[Stored data]
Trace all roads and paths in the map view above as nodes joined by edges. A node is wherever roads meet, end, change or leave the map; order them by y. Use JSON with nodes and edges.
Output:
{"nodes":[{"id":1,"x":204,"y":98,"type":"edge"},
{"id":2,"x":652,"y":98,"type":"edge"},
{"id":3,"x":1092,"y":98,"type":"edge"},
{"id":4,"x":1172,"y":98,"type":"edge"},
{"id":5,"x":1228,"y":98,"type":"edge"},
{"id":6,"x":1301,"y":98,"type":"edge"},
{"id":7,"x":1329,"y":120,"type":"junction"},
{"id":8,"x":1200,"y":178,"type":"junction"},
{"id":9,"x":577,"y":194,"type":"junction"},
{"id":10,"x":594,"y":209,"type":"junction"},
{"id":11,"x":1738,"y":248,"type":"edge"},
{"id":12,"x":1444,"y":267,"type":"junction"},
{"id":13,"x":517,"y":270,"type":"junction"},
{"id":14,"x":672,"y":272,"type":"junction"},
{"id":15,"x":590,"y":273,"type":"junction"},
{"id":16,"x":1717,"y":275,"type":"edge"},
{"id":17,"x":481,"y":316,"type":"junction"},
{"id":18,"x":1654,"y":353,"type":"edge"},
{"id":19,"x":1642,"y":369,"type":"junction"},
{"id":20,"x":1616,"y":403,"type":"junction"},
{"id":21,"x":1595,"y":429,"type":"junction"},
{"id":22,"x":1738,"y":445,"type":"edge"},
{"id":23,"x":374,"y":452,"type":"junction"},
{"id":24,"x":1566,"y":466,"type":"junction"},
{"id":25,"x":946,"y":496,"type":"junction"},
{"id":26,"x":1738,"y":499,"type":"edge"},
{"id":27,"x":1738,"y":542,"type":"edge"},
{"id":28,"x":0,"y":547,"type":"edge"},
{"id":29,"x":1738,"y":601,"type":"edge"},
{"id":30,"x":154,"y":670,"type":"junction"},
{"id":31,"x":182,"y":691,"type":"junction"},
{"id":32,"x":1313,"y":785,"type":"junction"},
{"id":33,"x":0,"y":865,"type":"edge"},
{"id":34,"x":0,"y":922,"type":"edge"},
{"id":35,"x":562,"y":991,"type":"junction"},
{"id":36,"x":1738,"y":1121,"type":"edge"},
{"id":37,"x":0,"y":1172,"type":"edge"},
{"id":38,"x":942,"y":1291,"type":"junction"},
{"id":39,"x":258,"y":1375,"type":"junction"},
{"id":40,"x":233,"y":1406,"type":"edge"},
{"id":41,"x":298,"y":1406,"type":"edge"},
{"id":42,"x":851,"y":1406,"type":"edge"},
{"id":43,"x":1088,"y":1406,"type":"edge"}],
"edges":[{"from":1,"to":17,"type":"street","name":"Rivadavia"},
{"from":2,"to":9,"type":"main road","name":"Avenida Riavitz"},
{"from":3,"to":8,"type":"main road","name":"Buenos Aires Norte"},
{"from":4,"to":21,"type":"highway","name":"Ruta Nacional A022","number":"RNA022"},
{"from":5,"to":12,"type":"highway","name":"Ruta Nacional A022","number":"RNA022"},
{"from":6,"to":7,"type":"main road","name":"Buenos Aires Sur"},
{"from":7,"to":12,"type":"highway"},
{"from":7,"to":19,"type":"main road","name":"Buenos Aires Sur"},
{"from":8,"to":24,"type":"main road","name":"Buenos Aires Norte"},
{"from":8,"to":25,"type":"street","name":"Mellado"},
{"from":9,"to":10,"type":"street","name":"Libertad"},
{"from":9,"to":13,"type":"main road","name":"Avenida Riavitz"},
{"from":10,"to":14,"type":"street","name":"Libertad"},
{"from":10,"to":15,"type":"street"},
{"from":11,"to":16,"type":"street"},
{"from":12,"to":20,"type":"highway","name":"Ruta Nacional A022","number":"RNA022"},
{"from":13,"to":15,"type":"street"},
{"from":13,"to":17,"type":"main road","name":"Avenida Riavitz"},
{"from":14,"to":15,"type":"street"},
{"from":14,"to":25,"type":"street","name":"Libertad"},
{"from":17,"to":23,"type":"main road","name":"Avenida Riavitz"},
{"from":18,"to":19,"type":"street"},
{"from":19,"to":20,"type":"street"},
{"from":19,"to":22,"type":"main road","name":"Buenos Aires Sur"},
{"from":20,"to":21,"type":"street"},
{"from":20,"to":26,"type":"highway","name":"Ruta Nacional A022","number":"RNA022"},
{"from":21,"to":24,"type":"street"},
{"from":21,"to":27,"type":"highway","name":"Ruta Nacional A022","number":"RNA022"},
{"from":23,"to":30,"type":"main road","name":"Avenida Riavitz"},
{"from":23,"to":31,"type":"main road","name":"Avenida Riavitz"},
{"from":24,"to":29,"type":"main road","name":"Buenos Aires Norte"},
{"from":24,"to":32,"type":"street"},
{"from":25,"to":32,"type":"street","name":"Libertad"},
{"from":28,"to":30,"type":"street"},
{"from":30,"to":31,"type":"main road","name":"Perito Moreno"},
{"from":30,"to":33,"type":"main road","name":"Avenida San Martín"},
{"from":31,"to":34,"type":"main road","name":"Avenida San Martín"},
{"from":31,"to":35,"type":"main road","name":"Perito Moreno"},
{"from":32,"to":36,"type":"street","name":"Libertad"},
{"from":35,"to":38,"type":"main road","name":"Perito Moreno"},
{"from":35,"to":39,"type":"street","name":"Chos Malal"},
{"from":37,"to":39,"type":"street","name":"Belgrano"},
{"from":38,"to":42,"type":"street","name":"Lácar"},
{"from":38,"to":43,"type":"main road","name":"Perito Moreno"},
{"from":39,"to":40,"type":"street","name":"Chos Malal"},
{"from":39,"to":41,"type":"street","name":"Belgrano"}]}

Assignment: Without leaving anything out, repeat every entry shown above.

Result:
Trace all roads and paths in the map view above as nodes joined by edges. A node is wherever roads meet, end, change or leave the map; order them by y. Use JSON with nodes and edges.
Output:
{"nodes":[{"id":1,"x":204,"y":98,"type":"edge"},
{"id":2,"x":652,"y":98,"type":"edge"},
{"id":3,"x":1092,"y":98,"type":"edge"},
{"id":4,"x":1172,"y":98,"type":"edge"},
{"id":5,"x":1228,"y":98,"type":"edge"},
{"id":6,"x":1301,"y":98,"type":"edge"},
{"id":7,"x":1329,"y":120,"type":"junction"},
{"id":8,"x":1200,"y":178,"type":"junction"},
{"id":9,"x":577,"y":194,"type":"junction"},
{"id":10,"x":594,"y":209,"type":"junction"},
{"id":11,"x":1738,"y":248,"type":"edge"},
{"id":12,"x":1444,"y":267,"type":"junction"},
{"id":13,"x":517,"y":270,"type":"junction"},
{"id":14,"x":672,"y":272,"type":"junction"},
{"id":15,"x":590,"y":273,"type":"junction"},
{"id":16,"x":1717,"y":275,"type":"edge"},
{"id":17,"x":481,"y":316,"type":"junction"},
{"id":18,"x":1654,"y":353,"type":"edge"},
{"id":19,"x":1642,"y":369,"type":"junction"},
{"id":20,"x":1616,"y":403,"type":"junction"},
{"id":21,"x":1595,"y":429,"type":"junction"},
{"id":22,"x":1738,"y":445,"type":"edge"},
{"id":23,"x":374,"y":452,"type":"junction"},
{"id":24,"x":1566,"y":466,"type":"junction"},
{"id":25,"x":946,"y":496,"type":"junction"},
{"id":26,"x":1738,"y":499,"type":"edge"},
{"id":27,"x":1738,"y":542,"type":"edge"},
{"id":28,"x":0,"y":547,"type":"edge"},
{"id":29,"x":1738,"y":601,"type":"edge"},
{"id":30,"x":154,"y":670,"type":"junction"},
{"id":31,"x":182,"y":691,"type":"junction"},
{"id":32,"x":1313,"y":785,"type":"junction"},
{"id":33,"x":0,"y":865,"type":"edge"},
{"id":34,"x":0,"y":922,"type":"edge"},
{"id":35,"x":562,"y":991,"type":"junction"},
{"id":36,"x":1738,"y":1121,"type":"edge"},
{"id":37,"x":0,"y":1172,"type":"edge"},
{"id":38,"x":942,"y":1291,"type":"junction"},
{"id":39,"x":258,"y":1375,"type":"junction"},
{"id":40,"x":233,"y":1406,"type":"edge"},
{"id":41,"x":298,"y":1406,"type":"edge"},
{"id":42,"x":851,"y":1406,"type":"edge"},
{"id":43,"x":1088,"y":1406,"type":"edge"}],
"edges":[{"from":1,"to":17,"type":"street","name":"Rivadavia"},
{"from":2,"to":9,"type":"main road","name":"Avenida Riavitz"},
{"from":3,"to":8,"type":"main road","name":"Buenos Aires Norte"},
{"from":4,"to":21,"type":"highway","name":"Ruta Nacional A022","number":"RNA022"},
{"from":5,"to":12,"type":"highway","name":"Ruta Nacional A022","number":"RNA022"},
{"from":6,"to":7,"type":"main road","name":"Buenos Aires Sur"},
{"from":7,"to":12,"type":"highway"},
{"from":7,"to":19,"type":"main road","name":"Buenos Aires Sur"},
{"from":8,"to":24,"type":"main road","name":"Buenos Aires Norte"},
{"from":8,"to":25,"type":"street","name":"Mellado"},
{"from":9,"to":10,"type":"street","name":"Libertad"},
{"from":9,"to":13,"type":"main road","name":"Avenida Riavitz"},
{"from":10,"to":14,"type":"street","name":"Libertad"},
{"from":10,"to":15,"type":"street"},
{"from":11,"to":16,"type":"street"},
{"from":12,"to":20,"type":"highway","name":"Ruta Nacional A022","number":"RNA022"},
{"from":13,"to":15,"type":"street"},
{"from":13,"to":17,"type":"main road","name":"Avenida Riavitz"},
{"from":14,"to":15,"type":"street"},
{"from":14,"to":25,"type":"street","name":"Libertad"},
{"from":17,"to":23,"type":"main road","name":"Avenida Riavitz"},
{"from":18,"to":19,"type":"street"},
{"from":19,"to":20,"type":"street"},
{"from":19,"to":22,"type":"main road","name":"Buenos Aires Sur"},
{"from":20,"to":21,"type":"street"},
{"from":20,"to":26,"type":"highway","name":"Ruta Nacional A022","number":"RNA022"},
{"from":21,"to":24,"type":"street"},
{"from":21,"to":27,"type":"highway","name":"Ruta Nacional A022","number":"RNA022"},
{"from":23,"to":30,"type":"main road","name":"Avenida Riavitz"},
{"from":23,"to":31,"type":"main road","name":"Avenida Riavitz"},
{"from":24,"to":29,"type":"main road","name":"Buenos Aires Norte"},
{"from":24,"to":32,"type":"street"},
{"from":25,"to":32,"type":"street","name":"Libertad"},
{"from":28,"to":30,"type":"street"},
{"from":30,"to":31,"type":"main road","name":"Perito Moreno"},
{"from":30,"to":33,"type":"main road","name":"Avenida San Martín"},
{"from":31,"to":34,"type":"main road","name":"Avenida San Martín"},
{"from":31,"to":35,"type":"main road","name":"Perito Moreno"},
{"from":32,"to":36,"type":"street","name":"Libertad"},
{"from":35,"to":38,"type":"main road","name":"Perito Moreno"},
{"from":35,"to":39,"type":"street","name":"Chos Malal"},
{"from":37,"to":39,"type":"street","name":"Belgrano"},
{"from":38,"to":42,"type":"street","name":"Lácar"},
{"from":38,"to":43,"type":"main road","name":"Perito Moreno"},
{"from":39,"to":40,"type":"street","name":"Chos Malal"},
{"from":39,"to":41,"type":"street","name":"Belgrano"}]}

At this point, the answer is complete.